Vérifiez une injection réussie, qui est obtenue lorsque le mélange plasmidique bleu est confiné dans l’otocyste et ne fuit pas. Immédiatement après l’injection, placez l’électrode bipolaire sur l’otocyste et positionnez les côtés positif et négatif antérieur et postérieur à l’otocyste, respectivement. Délivrez deux impulsions de 12 volts et une durée de 50 millisecondes avec l’électroporateur.
Vérifiez que l’électroporation est réussie, ce qui est obtenu lorsque le mélange plasmidique bleu pénètre dans le tissu de l’otocyste près du côté positif de l’électrode. Après l’électroporation, retirez soigneusement l’électrode bipolaire et couvrez la fenêtre de la coquille d’œuf avec un film transparent. Enfin, remettez l’œuf dans l’incubateur.

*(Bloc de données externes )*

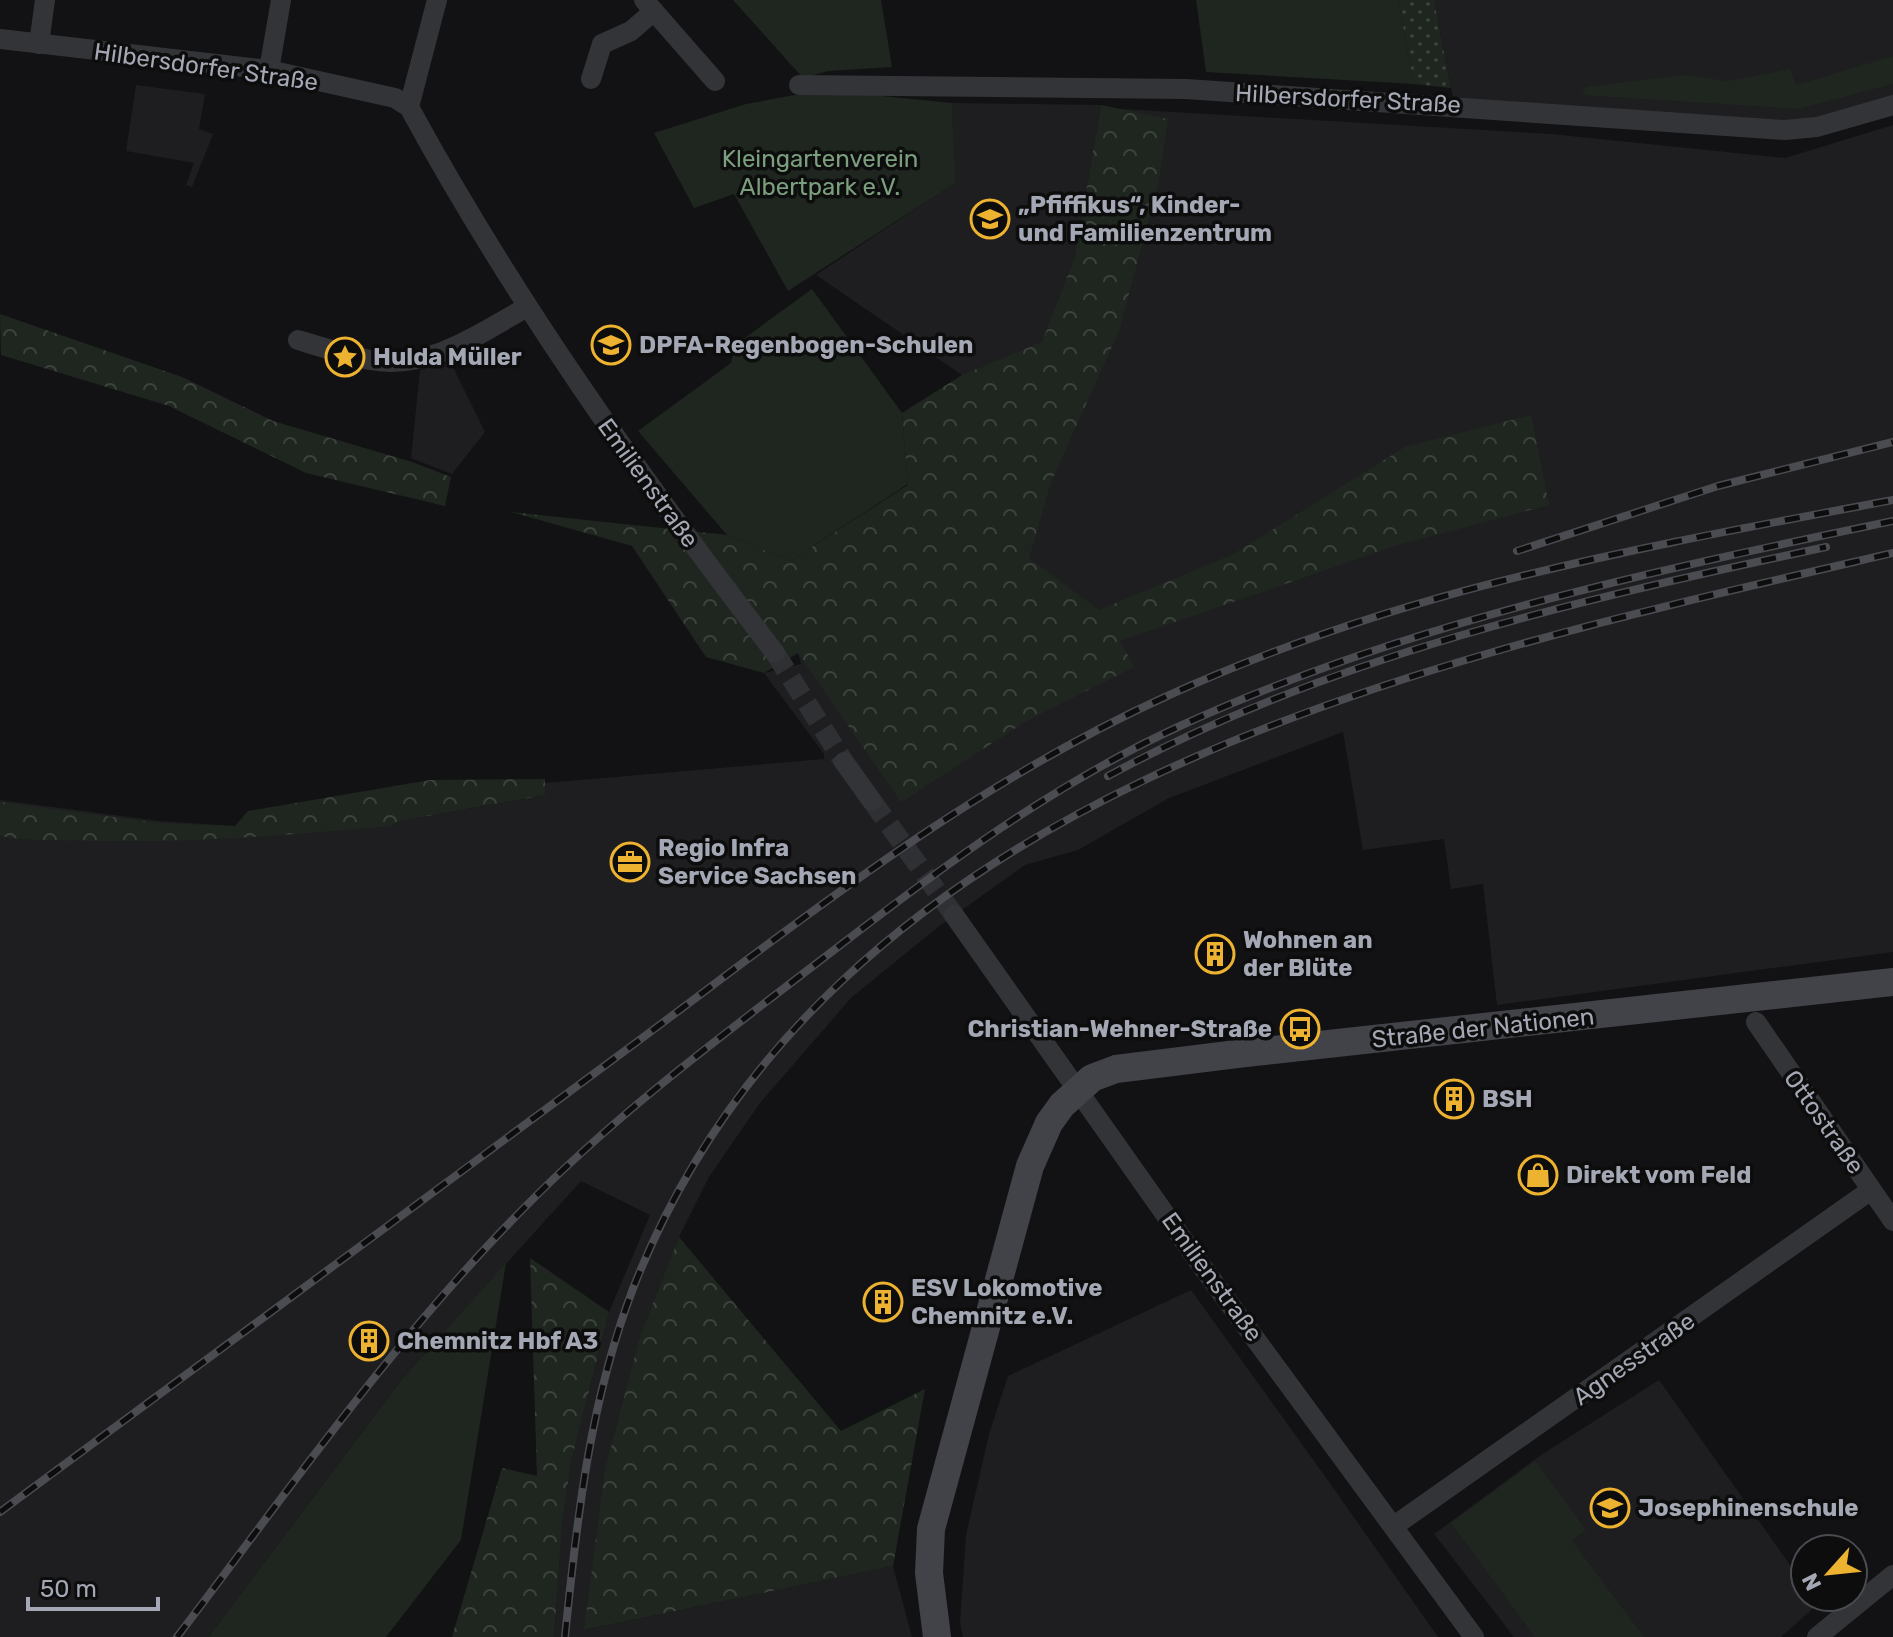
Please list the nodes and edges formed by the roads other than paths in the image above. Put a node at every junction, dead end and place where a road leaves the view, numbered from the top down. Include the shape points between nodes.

L’image représentative montre un exemple de troisième jour embryonnaire, ou E3, après la transfection du tube neurologique et le traitement dox au deuxième jour embryonnaire, ou E2. Les cellules transfectées avec Fmr1 shRNA et EGFP sur la section transversale sont montrées ici. Les cellules exprimant l’EGFP ont été confinées à un côté du tube neural et du tronc cérébral. Une coupe efficace à E15 avec le noyau magnocellularis, ou neurones NM, exprimant l’EGFP, du côté transfecté est montrée ici.
Du côté controlatéral, des axones contenant de l’EGFP ont été observés dans la partie ventrale du noyau laminaire, ou NL. L’effet knockdown de Fmr1 shRNA a été validé par des réductions marquées de l’immunoréactivité FMRP dans les neurones NM transfectés par rapport aux neurones voisins non transfectés. Le ganglion auditif à E19 avec immunoréactivité FMRP est montré ici. Les neurones ganglionnaires auditifs n’ont pas été transfectés.

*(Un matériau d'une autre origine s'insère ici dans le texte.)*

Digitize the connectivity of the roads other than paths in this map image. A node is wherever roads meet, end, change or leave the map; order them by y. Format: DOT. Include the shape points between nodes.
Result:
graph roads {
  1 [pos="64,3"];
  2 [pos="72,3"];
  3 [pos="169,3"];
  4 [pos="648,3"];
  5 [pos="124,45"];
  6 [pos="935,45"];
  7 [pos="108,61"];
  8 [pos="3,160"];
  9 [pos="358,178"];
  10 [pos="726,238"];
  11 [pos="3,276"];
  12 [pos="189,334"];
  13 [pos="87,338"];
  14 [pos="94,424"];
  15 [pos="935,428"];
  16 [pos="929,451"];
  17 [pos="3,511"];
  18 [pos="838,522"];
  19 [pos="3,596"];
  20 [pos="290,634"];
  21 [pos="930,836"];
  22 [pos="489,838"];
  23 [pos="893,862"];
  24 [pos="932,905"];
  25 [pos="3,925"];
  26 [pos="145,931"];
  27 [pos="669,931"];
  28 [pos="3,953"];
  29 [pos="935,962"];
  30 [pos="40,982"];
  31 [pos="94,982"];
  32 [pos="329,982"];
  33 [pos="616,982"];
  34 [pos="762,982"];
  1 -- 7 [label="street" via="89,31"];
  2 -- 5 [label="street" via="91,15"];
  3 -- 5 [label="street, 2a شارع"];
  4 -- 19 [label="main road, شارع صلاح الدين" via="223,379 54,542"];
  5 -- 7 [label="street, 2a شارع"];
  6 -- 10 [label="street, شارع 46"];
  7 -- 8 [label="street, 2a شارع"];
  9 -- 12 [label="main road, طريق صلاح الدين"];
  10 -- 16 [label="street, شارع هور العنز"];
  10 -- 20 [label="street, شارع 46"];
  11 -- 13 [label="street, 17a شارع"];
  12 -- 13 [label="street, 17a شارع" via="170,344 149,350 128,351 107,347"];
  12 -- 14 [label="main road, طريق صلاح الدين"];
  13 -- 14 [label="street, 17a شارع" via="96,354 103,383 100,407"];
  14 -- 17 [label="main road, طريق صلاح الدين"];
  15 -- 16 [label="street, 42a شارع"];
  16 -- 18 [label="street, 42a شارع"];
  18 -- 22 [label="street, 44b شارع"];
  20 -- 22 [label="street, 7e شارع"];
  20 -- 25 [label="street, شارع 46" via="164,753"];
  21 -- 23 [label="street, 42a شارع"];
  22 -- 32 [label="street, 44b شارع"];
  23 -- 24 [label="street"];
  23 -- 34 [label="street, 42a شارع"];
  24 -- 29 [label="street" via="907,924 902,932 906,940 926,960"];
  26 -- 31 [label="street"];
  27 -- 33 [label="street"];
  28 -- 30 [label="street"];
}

Certaines cellules gliales dérivées des cellules de la crête neurale crânienne ont été transfectées. Les images représentatives montrent le FMRP knockdown dans le conduit auditif après la transfection d’otocystes. Les conduits auditifs à E9 présentaient une fluorescence EGFP étendue.
Sur les coupes transversales, les cellules exprimant l’EGFP étaient situées dans la papille basilaire et le ganglion auditif. L’effet knockdown de Fmr1 shRNA a été validé par une réduction de l’immunoréactivité FMRP dans les cellules ciliées transfectées par rapport aux cellules ciliées non transfectées voisines. De même, l’immunoréactivité de la FMRP a été largement diminuée dans les neurones ganglionnaires auditifs transfectés.

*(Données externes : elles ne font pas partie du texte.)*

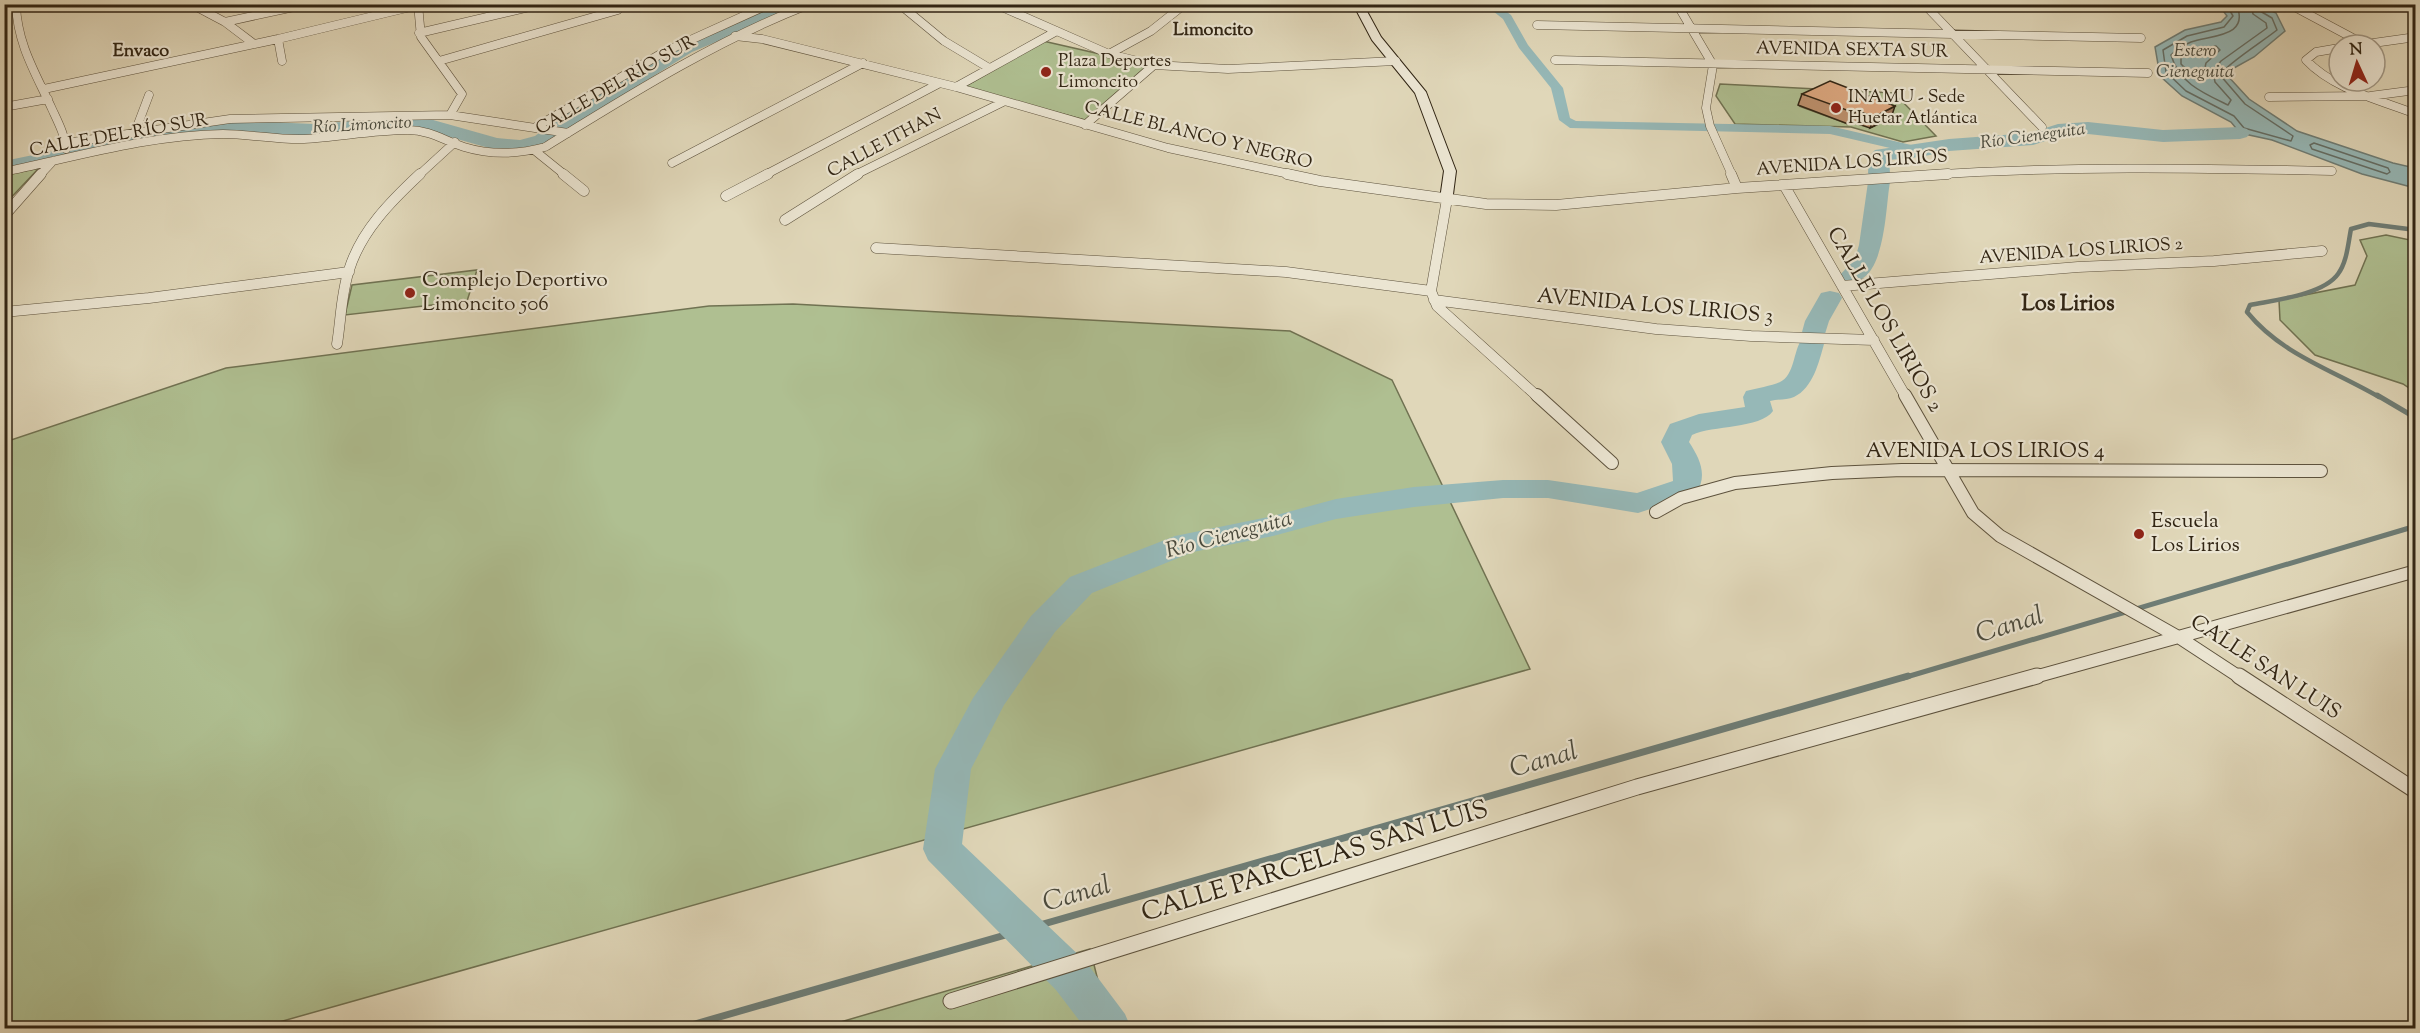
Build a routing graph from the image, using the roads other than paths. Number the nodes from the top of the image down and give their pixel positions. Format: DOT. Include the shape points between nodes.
graph roads {
  1 [pos="16,4"];
  2 [pos="191,4"];
  3 [pos="308,4"];
  4 [pos="542,4"];
  5 [pos="770,4"];
  6 [pos="810,4"];
  7 [pos="904,4"];
  8 [pos="995,4"];
  9 [pos="1185,4"];
  10 [pos="1358,4"];
  11 [pos="1677,4"];
  12 [pos="1924,4"];
  13 [pos="1999,4"];
  14 [pos="2289,4"];
  15 [pos="419,5"];
  16 [pos="2142,7"];
  17 [pos="618,10"];
  18 [pos="225,22"];
  19 [pos="1537,25"];
  20 [pos="1690,28"];
  21 [pos="1055,32"];
  22 [pos="418,33"];
  23 [pos="1950,33"];
  24 [pos="2343,33"];
  25 [pos="735,36"];
  26 [pos="2415,37"];
  27 [pos="2141,38"];
  28 [pos="278,39"];
  29 [pos="1042,39"];
  30 [pos="2387,41"];
  31 [pos="1053,42"];
  32 [pos="254,44"];
  33 [pos="1064,44"];
  34 [pos="2327,50"];
  35 [pos="1109,54"];
  36 [pos="1555,60"];
  37 [pos="282,61"];
  38 [pos="440,61"];
  39 [pos="1396,61"];
  40 [pos="863,63"];
  41 [pos="1711,63"];
  42 [pos="1154,65"];
  43 [pos="989,68"];
  44 [pos="1985,69"];
  45 [pos="2148,72"];
  46 [pos="2327,76"];
  47 [pos="938,84"];
  48 [pos="956,87"];
  49 [pos="44,89"];
  50 [pos="2415,90"];
  51 [pos="2363,93"];
  52 [pos="149,95"];
  53 [pos="2370,96"];
  54 [pos="2269,98"];
  55 [pos="48,99"];
  56 [pos="1003,102"];
  57 [pos="4,107"];
  58 [pos="2415,114"];
  59 [pos="450,115"];
  60 [pos="1085,124"];
  61 [pos="536,127"];
  62 [pos="2042,127"];
  63 [pos="135,132"];
  64 [pos="568,133"];
  65 [pos="455,142"];
  66 [pos="534,150"];
  67 [pos="66,151"];
  68 [pos="53,161"];
  69 [pos="672,164"];
  70 [pos="2332,171"];
  71 [pos="4,172"];
  72 [pos="1784,185"];
  73 [pos="1737,188"];
  74 [pos="584,191"];
  75 [pos="726,196"];
  76 [pos="1447,199"];
  77 [pos="4,216"];
  78 [pos="785,220"];
  79 [pos="876,248"];
  80 [pos="2322,251"];
  81 [pos="349,272"];
  82 [pos="1842,286"];
  83 [pos="1432,295"];
  84 [pos="4,312"];
  85 [pos="1874,340"];
  86 [pos="337,344"];
  87 [pos="1612,463"];
  88 [pos="1948,471"];
  89 [pos="2321,471"];
  90 [pos="1656,512"];
  91 [pos="2415,571"];
  92 [pos="2087,587"];
  93 [pos="2180,638"];
  94 [pos="2415,791"];
  95 [pos="951,1001"];
  1 -- 49 [label="street" via="15,24 24,52"];
  2 -- 18 [label="street"];
  3 -- 18 [label="street"];
  4 -- 22 [label="street"];
  5 -- 61 [label="street" via="664,52"];
  6 -- 25 [label="street, CALLE DEL RÍO SUR"];
  7 -- 43 [label="street" via="912,17 955,51"];
  8 -- 21 [label="street"];
  9 -- 35 [label="street" via="1150,31"];
  10 -- 39 [label="street" via="1376,38"];
  11 -- 20 [label="street"];
  12 -- 23 [label="street"];
  13 -- 16 [label="street"];
  14 -- 24 [label="street"];
  15 -- 22 [label="street"];
  15 -- 28 [label="street"];
  17 -- 38 [label="street"];
  18 -- 32 [label="street"];
  19 -- 20 [label="street"];
  20 -- 23 [label="street"];
  20 -- 41 [label="street"];
  21 -- 29 [label="street"];
  21 -- 35 [label="street"];
  22 -- 38 [label="street"];
  23 -- 27 [label="street"];
  23 -- 44 [label="street"];
  25 -- 40 [label="street, CALLE BLANCO Y NEGRO"];
  25 -- 64 [label="street, CALLE DEL RÍO SUR"];
  26 -- 30 [label="street"];
  28 -- 32 [label="street"];
  28 -- 37 [label="street"];
  29 -- 31 [label="street"];
  29 -- 43 [label="street"];
  32 -- 49 [label="street"];
  33 -- 35 [label="street"];
  34 -- 46 [label="street" via="2306,60"];
  35 -- 42 [label="street"];
  36 -- 41 [label="street, AVENIDA SEXTA SUR"];
  38 -- 59 [label="street" via="462,93"];
  39 -- 42 [label="street" via="1228,69"];
  39 -- 76 [label="street" via="1420,92 1434,125 1450,171"];
  40 -- 47 [label="street, CALLE BLANCO Y NEGRO"];
  40 -- 69 [label="street"];
  41 -- 44 [label="street, AVENIDA SEXTA SUR"];
  41 -- 73 [label="street" via="1706,108"];
  42 -- 60 [label="street"];
  43 -- 48 [label="street"];
  44 -- 45 [label="street, AVENIDA SEXTA SUR"];
  44 -- 62 [label="street"];
  47 -- 48 [label="street, CALLE BLANCO Y NEGRO"];
  47 -- 75 [label="street"];
  48 -- 56 [label="street, CALLE BLANCO Y NEGRO"];
  49 -- 55 [label="street"];
  50 -- 53 [label="street"];
  51 -- 53 [label="street"];
  52 -- 63 [label="street"];
  53 -- 54 [label="street"];
  53 -- 58 [label="street"];
  55 -- 57 [label="street"];
  55 -- 67 [label="street"];
  56 -- 60 [label="street, CALLE BLANCO Y NEGRO"];
  56 -- 78 [label="street, CALLE ITHAN" via="867,168"];
  59 -- 61 [label="street"];
  59 -- 63 [label="street" via="230,119"];
  60 -- 76 [label="street, CALLE BLANCO Y NEGRO" via="1167,148 1320,181"];
  61 -- 64 [label="street"];
  63 -- 67 [label="street"];
  64 -- 66 [label="street, CALLE DEL RÍO SUR"];
  65 -- 66 [label="street, CALLE DEL RÍO SUR" via="504,153"];
  65 -- 67 [label="street, CALLE DEL RÍO SUR" via="429,132 409,130 302,139 223,134"];
  65 -- 81 [label="street" via="388,205 363,240"];
  66 -- 74 [label="street"];
  67 -- 68 [label="street, CALLE DEL RÍO SUR"];
  68 -- 71 [label="street, CALLE DEL RÍO SUR"];
  68 -- 77 [label="street"];
  70 -- 72 [label="street, AVENIDA LOS LIRIOS" via="2110,167"];
  72 -- 73 [label="street, AVENIDA LOS LIRIOS"];
  72 -- 82 [label="street, CALLE LOS LIRIOS 2"];
  73 -- 76 [label="street, AVENIDA LOS LIRIOS" via="1537,206"];
  76 -- 83 [label="street"];
  79 -- 83 [label="street, AVENIDA LOS LIRIOS 3" via="1286,272 1351,279"];
  80 -- 82 [label="street, AVENIDA LOS LIRIOS 2"];
  81 -- 84 [label="street"];
  81 -- 86 [label="street"];
  82 -- 85 [label="street, CALLE LOS LIRIOS 2"];
  83 -- 85 [label="street, AVENIDA LOS LIRIOS 3" via="1656,329"];
  83 -- 87 [label="street" via="1437,306"];
  85 -- 88 [label="street, CALLE LOS LIRIOS 2"];
  88 -- 89 [label="street, AVENIDA LOS LIRIOS 4"];
  88 -- 90 [label="street, AVENIDA LOS LIRIOS 4" via="1832,473 1735,483 1681,498"];
  88 -- 92 [label="street, CALLE LOS LIRIOS 2" via="1973,513 2000,536"];
  91 -- 93 [label="street, CALLE PARCELAS SAN LUIS"];
  92 -- 93 [label="street, CALLE SAN LUIS"];
  93 -- 94 [label="street, CALLE SAN LUIS"];
  93 -- 95 [label="street, CALLE PARCELAS SAN LUIS" via="1637,787"];
}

La projection centrale des neurones ganglionnaires auditifs transfectés a été suivie jusqu’au tronc cérébral via le nerf auditif avec des terminaisons caractérisées. En essayant cette procédure, le plus important est de contrôler le site et la direction de l’électroporation pour la transfection sélective. Après cette procédure, le remplissage de type unicellulaire, l’immunomarquage, le tri cellulaire suivi d’un spectre de masse ou le séquençage unicellulaire peuvent être effectués pour révéler les changements aux niveaux morphologique et biochimique.
Cette technique permet également l’édition sélective d’autres gènes avec contrôle temporel et spécificité des composants dans l’oreille auditive pour les circuits souches et peut être modifiée pour manipuler le système vestibulaire.